From these results, the group extrapolated that such outcomes were as likely to be attained in infants with 4 copies of SMN2 as in those with 3 copies. The working group now recommends that these infants also receive disease-modifying therapy while presymptomatic, immediately after detection in newborn screening.16

“With early treatment, disease should be mostly eradicated in presymptomatic patients with 4 copies of SMN2,” they concluded. Schroth emphasized that the rapid progress in treatment and notable clinical trial data that emerged after the first meeting had compelled the working group to reconvene.

“As a result of these therapies being available and clinical trials with additional treatments, clinicians have had more experience utilizing these treatments and understanding the risks and benefits,” she said. “There was a clear majority when they reconvened.”

Addressing, Averting a Devastating Course

SMA phenotypes have traditionally been categorized by the severity of symptoms and the age at onset, in the natural course without disease-modifying therapy, as well as by life expectancy and the motor function milestones that are attained.

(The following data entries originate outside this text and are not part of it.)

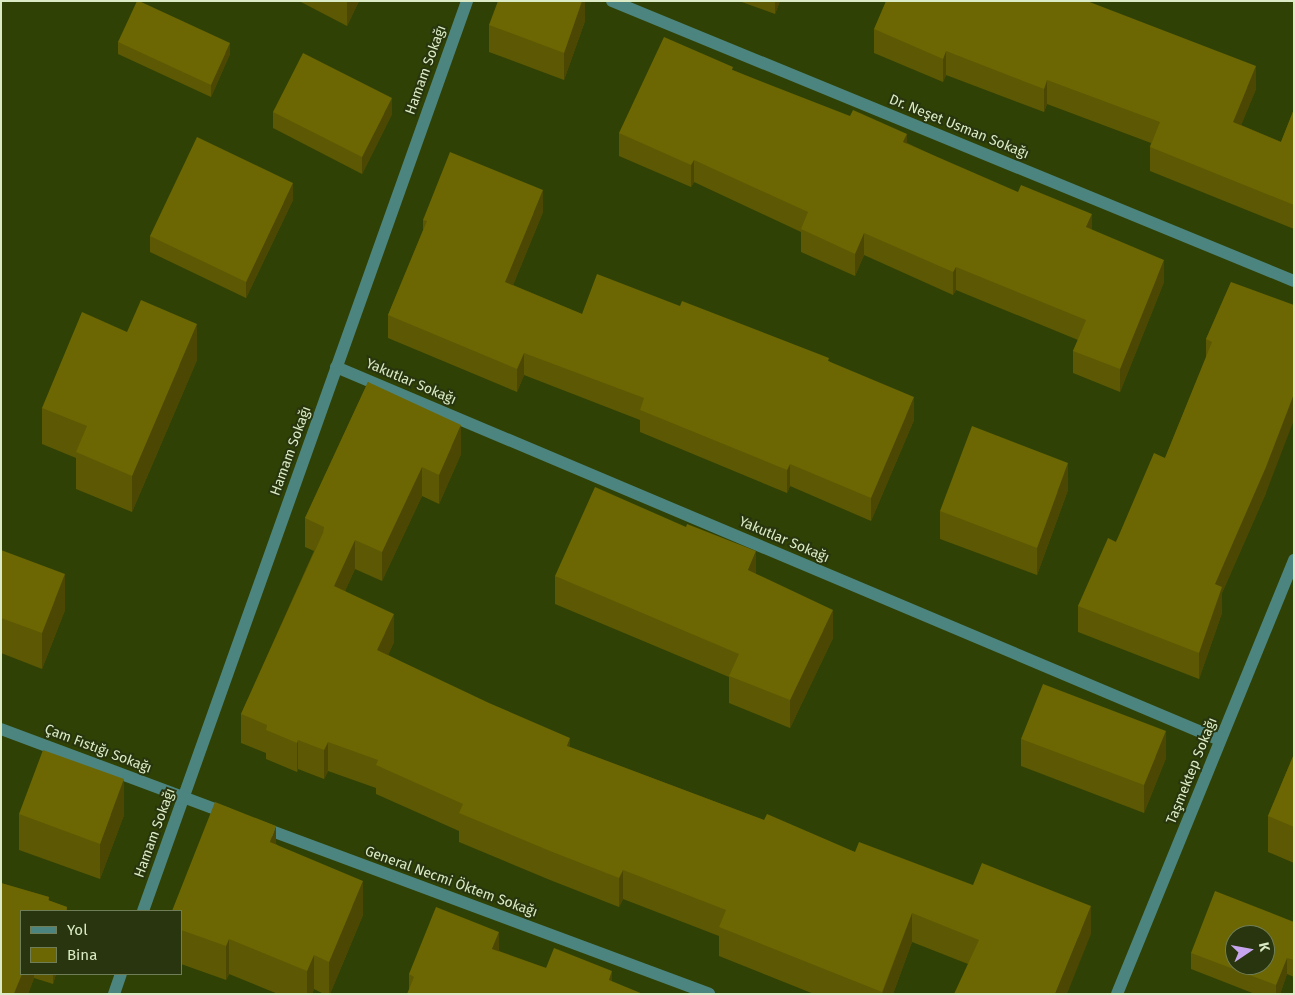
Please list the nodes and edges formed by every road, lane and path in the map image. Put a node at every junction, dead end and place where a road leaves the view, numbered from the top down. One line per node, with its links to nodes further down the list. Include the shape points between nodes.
1 (467, 1): 4 (street, Hamam Sokağı)
2 (612, 1): 3 (street, Dr. Neşet Usman Sokağı)
3 (1294, 281)
4 (336, 367): 7 (street, Yakutlar Sokağı); 8 (street, Hamam Sokağı)
5 (1294, 560): 7 (street, Taşmektep Sokağı)
6 (1, 729): 8 (street, Çam Fıstığı Sokağı)
7 (1220, 740): 13 (street, Taşmektep Sokağı)
8 (184, 798): 9 (street, Hamam Sokağı); 12 (street, General Necmi Öktem Sokağı)
9 (143, 910)
10 (121, 975): 11 (street)
11 (114, 994)
12 (709, 994)
13 (1117, 994)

In a 2020 journal article, Janbernd Kirschner, MD, of the Department of Neuropediatric and Muscle Disorders at the Medical Center—University of Freiburg in Germany, and colleagues described the presentations associated with the traditional phenotypes, noting that the most severe, type 1, affects more than half of patients with SMA and manifests within the first 6 months of life.12

“A ‘floppy infant’ presentation, [with] reduced spontaneous movements, and a paradoxical breathing pattern are characteristic; these infants fail to achieve the free sitting milestone,” Kirschner and colleagues wrote. “SMA type 2 is characterized by a milder course,” they continued, “with onset of symptoms between the ages of 6 and 18 months. Per definition, these patients do manage free sitting, but not independent walking. The latter is achieved, at least temporarily in patients with SMA type 3, whose symptoms’ onset is during infancy or adolescence.

“In addition, some classifications define SMA type 0 and SMA type 4 with prenatal onset or a very mild phenotype entailing an adult onset of symptoms, respectively,” Kirschner and colleagues added.

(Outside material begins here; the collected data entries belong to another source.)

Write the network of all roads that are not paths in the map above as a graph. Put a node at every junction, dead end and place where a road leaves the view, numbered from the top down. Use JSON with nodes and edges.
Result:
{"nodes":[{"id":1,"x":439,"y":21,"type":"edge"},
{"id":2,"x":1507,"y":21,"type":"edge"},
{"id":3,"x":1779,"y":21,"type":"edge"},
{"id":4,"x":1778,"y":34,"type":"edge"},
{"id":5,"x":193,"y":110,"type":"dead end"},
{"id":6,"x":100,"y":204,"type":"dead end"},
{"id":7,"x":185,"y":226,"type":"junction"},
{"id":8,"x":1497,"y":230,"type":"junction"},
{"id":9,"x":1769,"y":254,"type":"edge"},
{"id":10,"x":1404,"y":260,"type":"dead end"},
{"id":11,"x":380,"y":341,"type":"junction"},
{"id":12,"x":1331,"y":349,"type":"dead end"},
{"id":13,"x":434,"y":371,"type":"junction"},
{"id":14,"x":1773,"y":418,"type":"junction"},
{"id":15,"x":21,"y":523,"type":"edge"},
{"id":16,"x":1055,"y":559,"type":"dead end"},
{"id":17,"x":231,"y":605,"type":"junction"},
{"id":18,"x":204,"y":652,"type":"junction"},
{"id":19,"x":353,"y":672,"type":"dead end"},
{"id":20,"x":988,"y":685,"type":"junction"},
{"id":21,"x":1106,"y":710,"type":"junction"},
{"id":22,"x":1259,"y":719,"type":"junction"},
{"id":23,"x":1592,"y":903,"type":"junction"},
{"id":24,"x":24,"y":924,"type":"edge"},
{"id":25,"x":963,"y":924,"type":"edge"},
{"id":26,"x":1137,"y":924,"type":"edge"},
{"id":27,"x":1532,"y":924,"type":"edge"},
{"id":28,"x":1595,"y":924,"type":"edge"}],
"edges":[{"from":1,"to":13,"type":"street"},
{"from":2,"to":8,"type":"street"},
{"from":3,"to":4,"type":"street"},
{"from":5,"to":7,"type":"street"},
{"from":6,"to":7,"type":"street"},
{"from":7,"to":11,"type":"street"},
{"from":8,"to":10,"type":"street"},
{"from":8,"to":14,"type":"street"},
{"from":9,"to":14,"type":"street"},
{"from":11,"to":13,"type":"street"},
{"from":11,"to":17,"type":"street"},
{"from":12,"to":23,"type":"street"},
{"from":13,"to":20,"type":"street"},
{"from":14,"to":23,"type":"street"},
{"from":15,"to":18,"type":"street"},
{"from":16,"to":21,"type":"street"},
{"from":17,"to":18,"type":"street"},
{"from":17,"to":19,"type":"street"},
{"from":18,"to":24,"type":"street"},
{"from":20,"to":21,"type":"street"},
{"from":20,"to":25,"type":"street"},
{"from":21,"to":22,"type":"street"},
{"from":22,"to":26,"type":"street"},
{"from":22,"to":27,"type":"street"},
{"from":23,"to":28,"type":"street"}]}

They point out that disease-modifying drugs, age of onset, number of SMN2 copies, and the age at start of drug treatment will better define a clinical phenotype of SMA going forward than the traditional subtypes.

“These new disease trajectories also mean [that] we must modify and adapt the clinical approach taken,” they wrote.

This is especially relevant with the longer survival that is achieved without ventilation support following initiation of drug treatment. This “needs to be considered when counseling the parents of patients with early-onset types of SMA,” they suggested.

Kirschner and colleagues also pointed out that, despite the improved survival and motor development of symptomatic patients with early-onset SMA, these children also exhibit a higher rate of scoliosis during the first years of life.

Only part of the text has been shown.